We like to think that darkness “falls,” as though it were like snow, but as the earth turns its back to the sun darkness actually rises from the east to wash and flood over land and sea. If you’ve ever stood at dusk and seen a gloaming on the eastern horizon, as though clouds were gathering, a thunderstorm brewing, that’s what you’re seeing—the earth’s shadow as we rotate into it. What we call “night” is the time when we are caught in that shadow, a shadow that extends into space like the cone to earth’s ice cream, a hundred times taller than it is wide, its vertex 860,000 miles above the earth. Dawn comes as we rotate out of that shadow into the edges of direct sunlight.

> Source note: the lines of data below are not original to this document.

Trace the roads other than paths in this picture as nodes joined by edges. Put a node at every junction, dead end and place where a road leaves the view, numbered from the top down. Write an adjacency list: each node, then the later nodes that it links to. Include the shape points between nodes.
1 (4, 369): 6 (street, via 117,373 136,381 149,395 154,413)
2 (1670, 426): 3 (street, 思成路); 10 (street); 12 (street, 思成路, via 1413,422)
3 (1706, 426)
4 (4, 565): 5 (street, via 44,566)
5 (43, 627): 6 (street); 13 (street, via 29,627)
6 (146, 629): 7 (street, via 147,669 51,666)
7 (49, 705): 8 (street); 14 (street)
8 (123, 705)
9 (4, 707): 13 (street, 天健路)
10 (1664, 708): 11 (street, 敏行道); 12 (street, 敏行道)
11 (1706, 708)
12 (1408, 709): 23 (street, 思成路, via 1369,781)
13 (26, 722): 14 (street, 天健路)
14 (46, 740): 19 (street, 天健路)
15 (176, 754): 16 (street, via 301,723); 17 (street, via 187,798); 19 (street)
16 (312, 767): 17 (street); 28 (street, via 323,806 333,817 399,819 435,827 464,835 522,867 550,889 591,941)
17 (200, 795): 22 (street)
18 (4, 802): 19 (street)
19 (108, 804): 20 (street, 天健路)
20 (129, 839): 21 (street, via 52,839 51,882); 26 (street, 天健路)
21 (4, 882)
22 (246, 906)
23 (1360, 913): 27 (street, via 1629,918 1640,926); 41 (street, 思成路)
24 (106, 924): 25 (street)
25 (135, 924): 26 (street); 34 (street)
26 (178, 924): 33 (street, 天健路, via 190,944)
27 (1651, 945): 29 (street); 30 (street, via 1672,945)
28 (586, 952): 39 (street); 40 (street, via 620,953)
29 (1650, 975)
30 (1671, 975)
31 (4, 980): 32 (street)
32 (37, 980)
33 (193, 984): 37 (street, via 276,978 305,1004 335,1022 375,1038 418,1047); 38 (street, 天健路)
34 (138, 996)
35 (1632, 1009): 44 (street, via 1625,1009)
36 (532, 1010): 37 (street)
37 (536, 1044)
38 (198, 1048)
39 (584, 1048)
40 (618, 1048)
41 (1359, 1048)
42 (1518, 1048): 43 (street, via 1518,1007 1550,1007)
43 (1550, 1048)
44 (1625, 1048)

Driving northeast away from what’s left of this light, I look to the darkening sky and wonder what will be revealed. Venus, the Evening Star, emerges in the driver’s-side window just over a silhouetted range, and then the first few actual stars, those of the Big Dipper, maybe the most well-known pattern of stars in the history of the world. One of these stars, Mizar, the second from the end of the Dipper’s handle, is actually a double star, a visual binary, confirmed by telescope in 1650 but known to stargazers for millennia. In fact, the ability to see Mizar’s faint twin, Alcor, with the naked eye has long been a traditional test of vision, one I admit I’m failing as the first bright town appears down the road.

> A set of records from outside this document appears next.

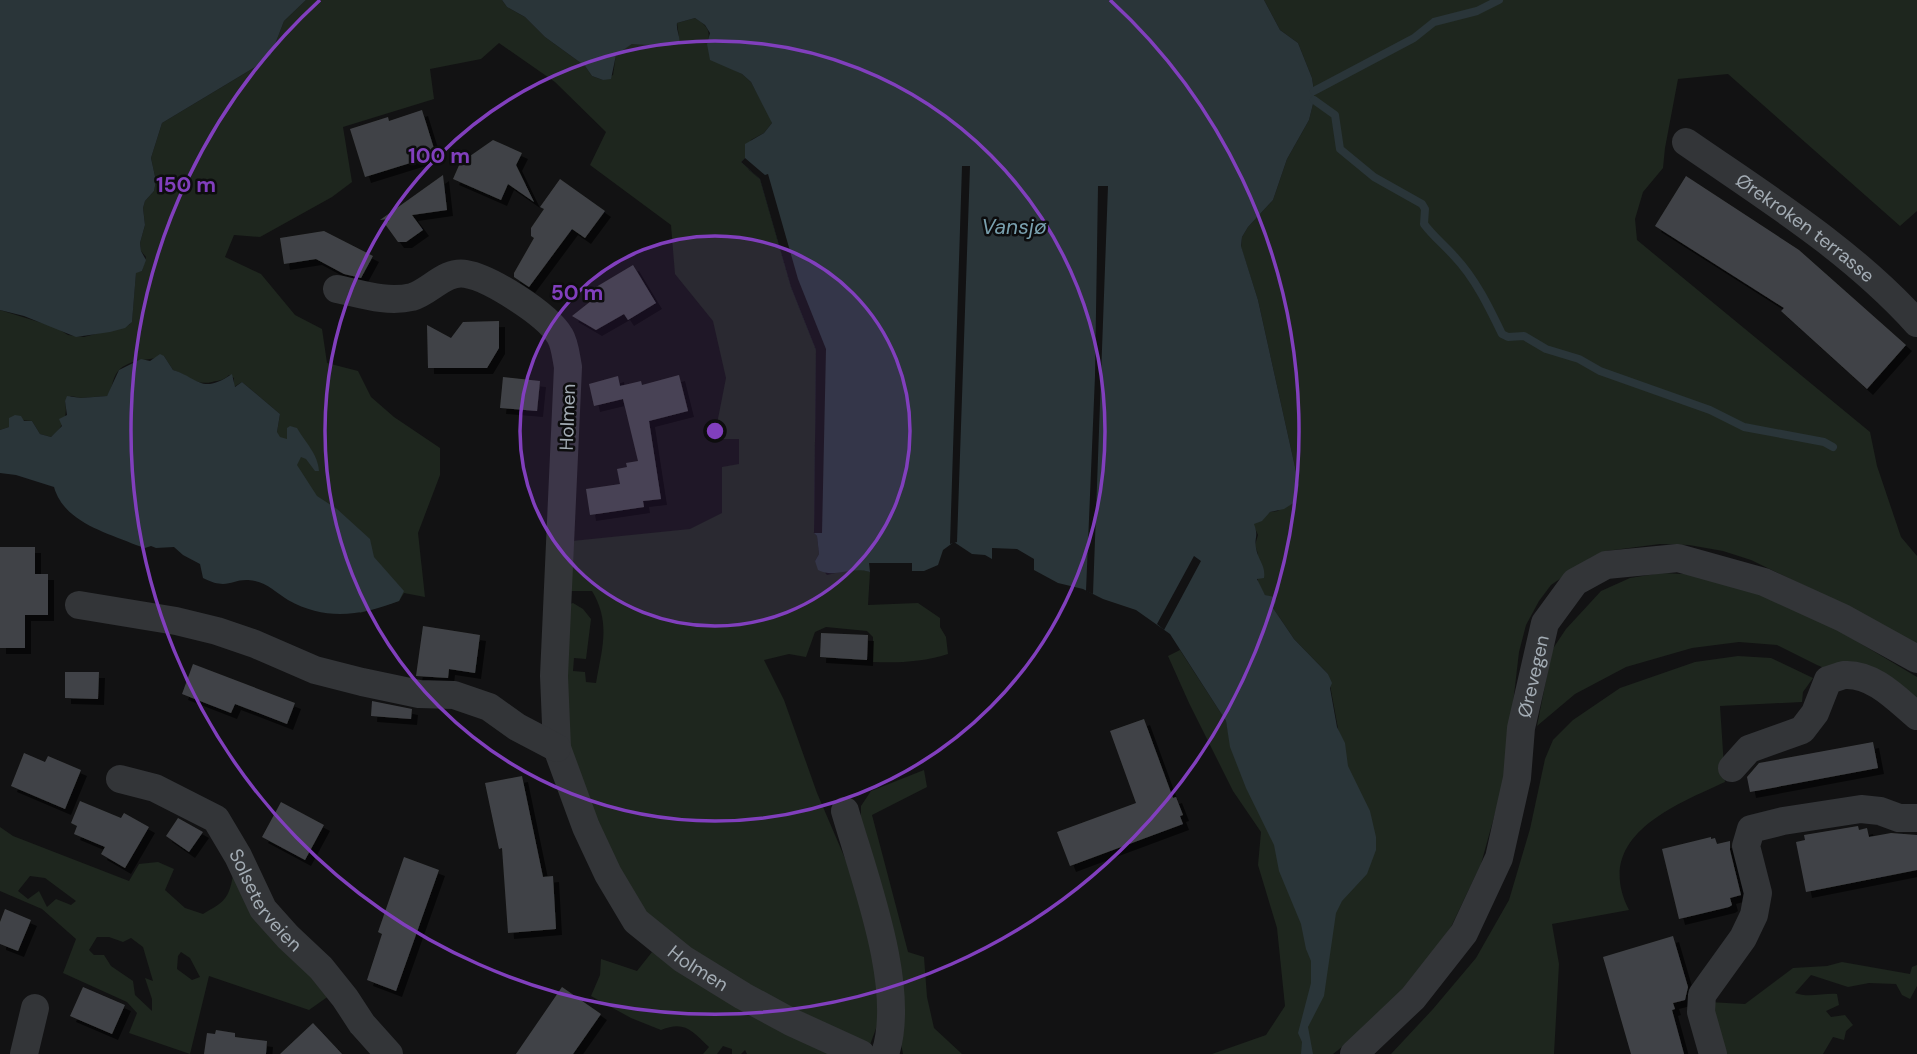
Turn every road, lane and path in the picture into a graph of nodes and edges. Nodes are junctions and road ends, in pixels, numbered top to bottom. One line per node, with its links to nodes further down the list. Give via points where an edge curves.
1 (1686, 142): 3 (street, Ørekroken terrasse, via 1850,257)
2 (337, 289): 7 (street, Holmen, via 383,299 413,297 448,276 464,273 520,300 560,336 568,367 554,676)
3 (1917, 323)
4 (79, 605): 7 (street, via 217,631 315,670 362,682 419,694 454,695 489,707)
5 (1917, 659): 17 (street, Ørevegen, via 1764,582 1678,558 1606,565 1575,582 1545,622 1499,858 1464,933 1413,998)
6 (1917, 716): 8 (street, via 1868,680 1845,675 1828,680 1815,713 1802,730 1749,749)
7 (557, 748): 15 (street, Holmen, via 586,827 636,921 683,959 743,996)
8 (1732, 768)
9 (120, 779): 14 (street, Solseterveien, via 155,788 216,819 263,909 321,968)
10 (845, 811): 16 (street, via 885,955 891,1012)
11 (1917, 818): 18 (street, via 1861,808 1751,829 1746,846 1758,893 1754,915 1702,995 1701,1012)
12 (36, 1008): 13 (street)
13 (24, 1054)
14 (389, 1054)
15 (861, 1054)
16 (885, 1054)
17 (1354, 1054)
18 (1713, 1054)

The name of the town doesn’t matter, for at least when it comes to light pollution this town is the same as ten thousand others: while its lights contribute only a little to the pollution blanketing the nation, all the different threads of the problem are here. The lights are all unshielded, for one thing, and so glare shoots this way and that, cast into the dark with little reason. Wood and chain link fences mark the boundaries between neighbors, but each neighbor’s lights here, as all across America, are allowed to roam far beyond their boundaries—a perfect example of what dark sky advocates call “light trespass.” The lights from these unshielded fixtures not only trespass onto the yards of neighbors and into the eyes of drivers passing through but straight into the sky, their energy wasted. The solitary gas station is lit beyond daylight, that light too floating from under the gas pump canopy to wipe stars from over the town. Drop-lens “cobrahead” streetlights are strung down every street, glaring into bedrooms and living rooms, the surrounding desert, and up toward the stars. Toward the edge of town come a smattering of “security lights,” those ubiquitous white lamps hovering over backyards, barnyards, and driveways across the country, and then one final billboard lit from below, the upward-pointing light skipping from the ad into space without pause.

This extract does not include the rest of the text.